By Al McClain
A new book, It’s Okay to be the Boss, by Bruce Tulgan, says managers are under so much pressure and so busy, they don’t bother to manage.
Employees trust “the system” less than ever and increasingly look to their immediate bosses for help in succeeding, which puts even more pressure on managers.
So, managers end up stuck in the middle between the company and staff, trying to balance competing interests. According to Mr. Tulgan’s research, employees get promoted into management positions because they are good at something. That something, however, is not necessarily managing people, and often they don’t receive training to overcome that shortcoming. Consequently, managers develop their own style based on what they see and what they think works for them.
Without the time to do the job properly, managers tend to leave people alone and let them sink or swim. They try to treat everyone the same; they tend to try to be nice by not spelling out expectations and avoid confrontations by being “the nice guy.”
The bottom line, according to Mr. Tulgan, is that there is an epidemic of under-managing in business. This creates a whole set of problems for employees and managers, in the process making everyone less efficient than they otherwise would be.

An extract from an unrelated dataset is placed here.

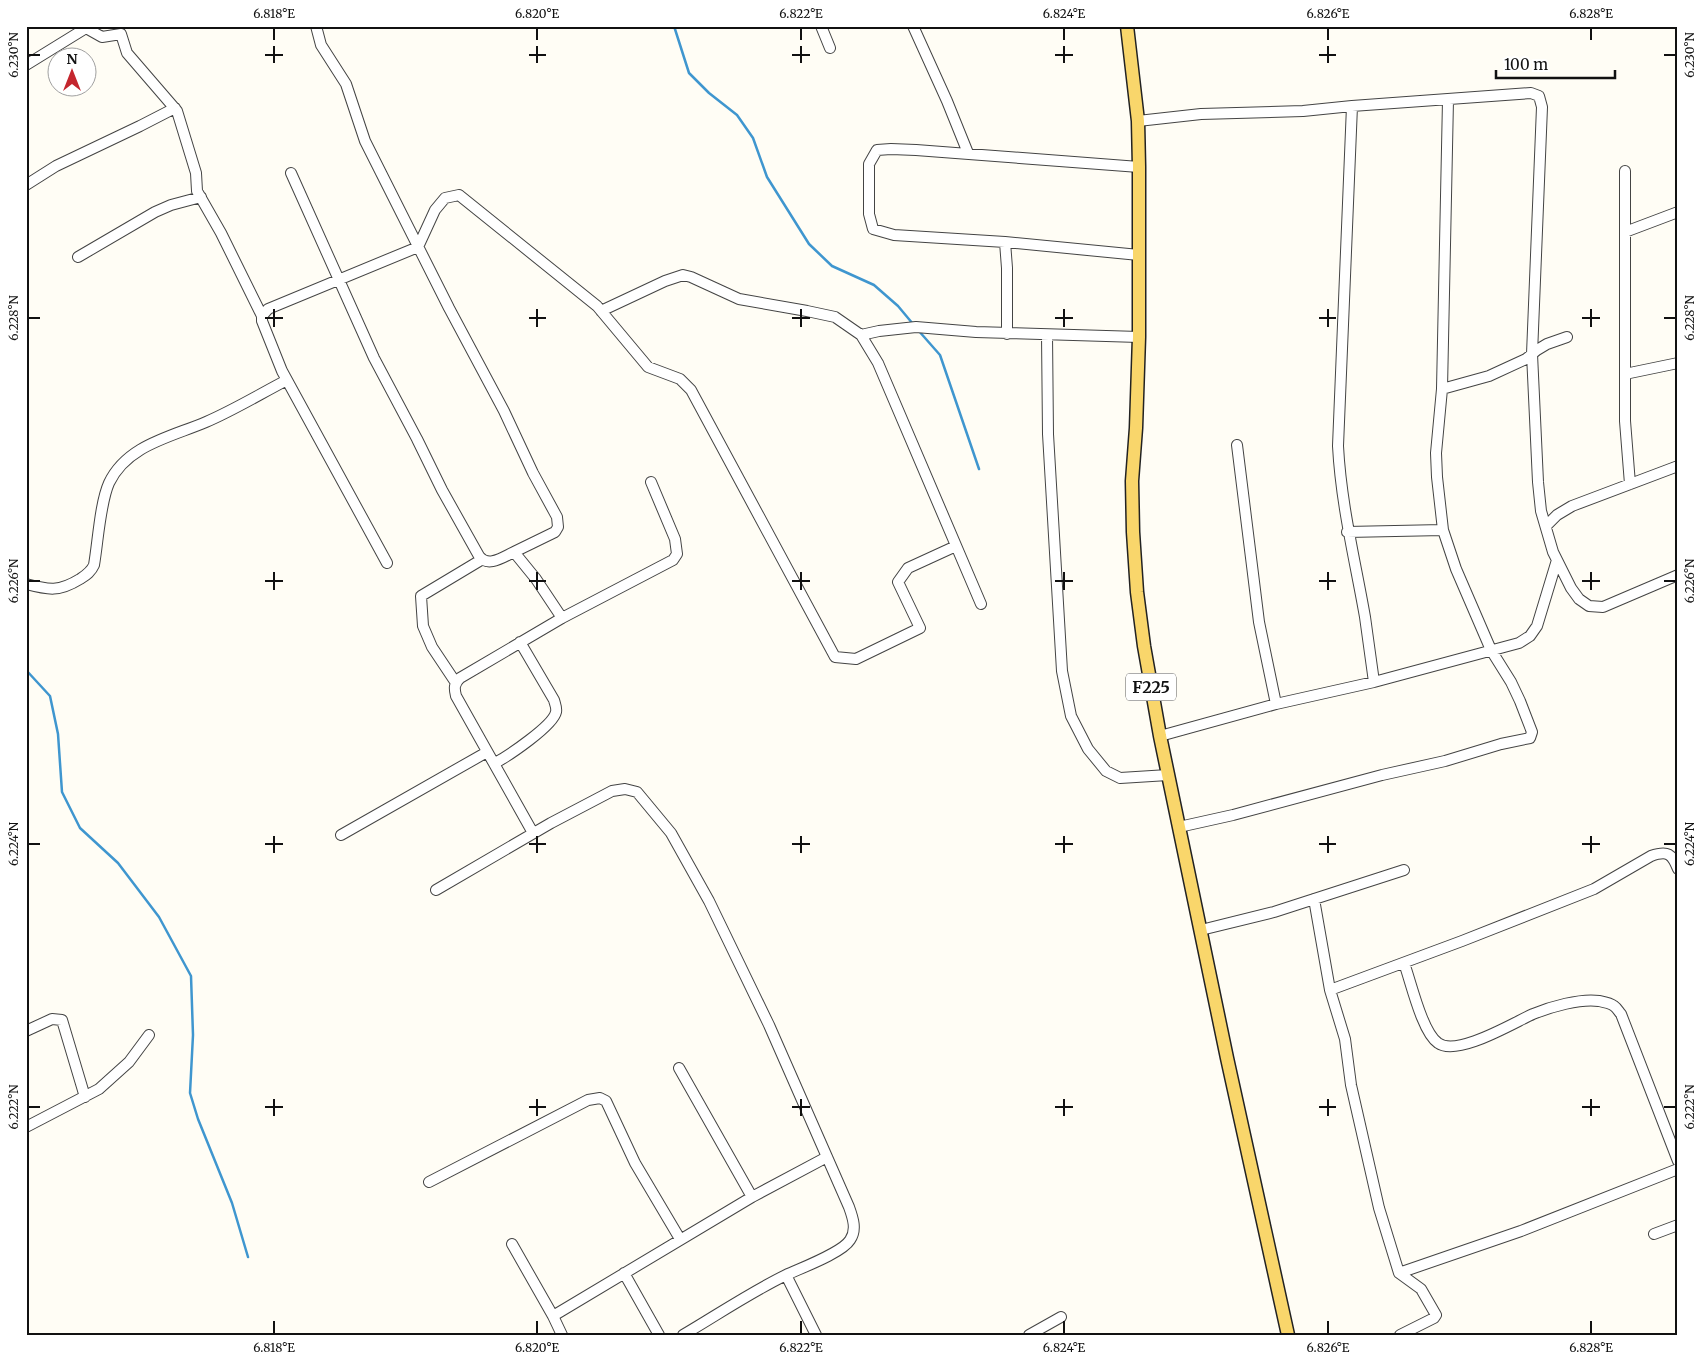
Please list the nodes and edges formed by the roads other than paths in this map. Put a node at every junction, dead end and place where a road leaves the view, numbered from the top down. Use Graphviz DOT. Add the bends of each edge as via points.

In a conversation with Mr. Tulgan, I asked if managers aren’t right when they feel they don’t have enough time to manage properly. Managers don’t have enough time to not manage properly, he agreed, and managers who don’t devote enough time to this aspect of their work end up spend a lot of time putting out fires.
The analogy Tulgan used is that there is a need to “get in shape” as a boss. Most everyone feels they don’t have time to work out and yet there are people who are in shape. And, he said, people who are in shape don’t get that way by loafing most of the time and then going for an occasional ten-mile run. They do it with regular workouts, such as an early morning walk.
In business, managers can dedicate the time and effort to get in an hour early and spend that time managing their people – showing them what needs to be done and how to do it. Managers spending time with employees will find an hour spent this way will yield many additional hours of productivity. And, he advocates not treating all employees equally, but differentiating the treatment based on circumstances.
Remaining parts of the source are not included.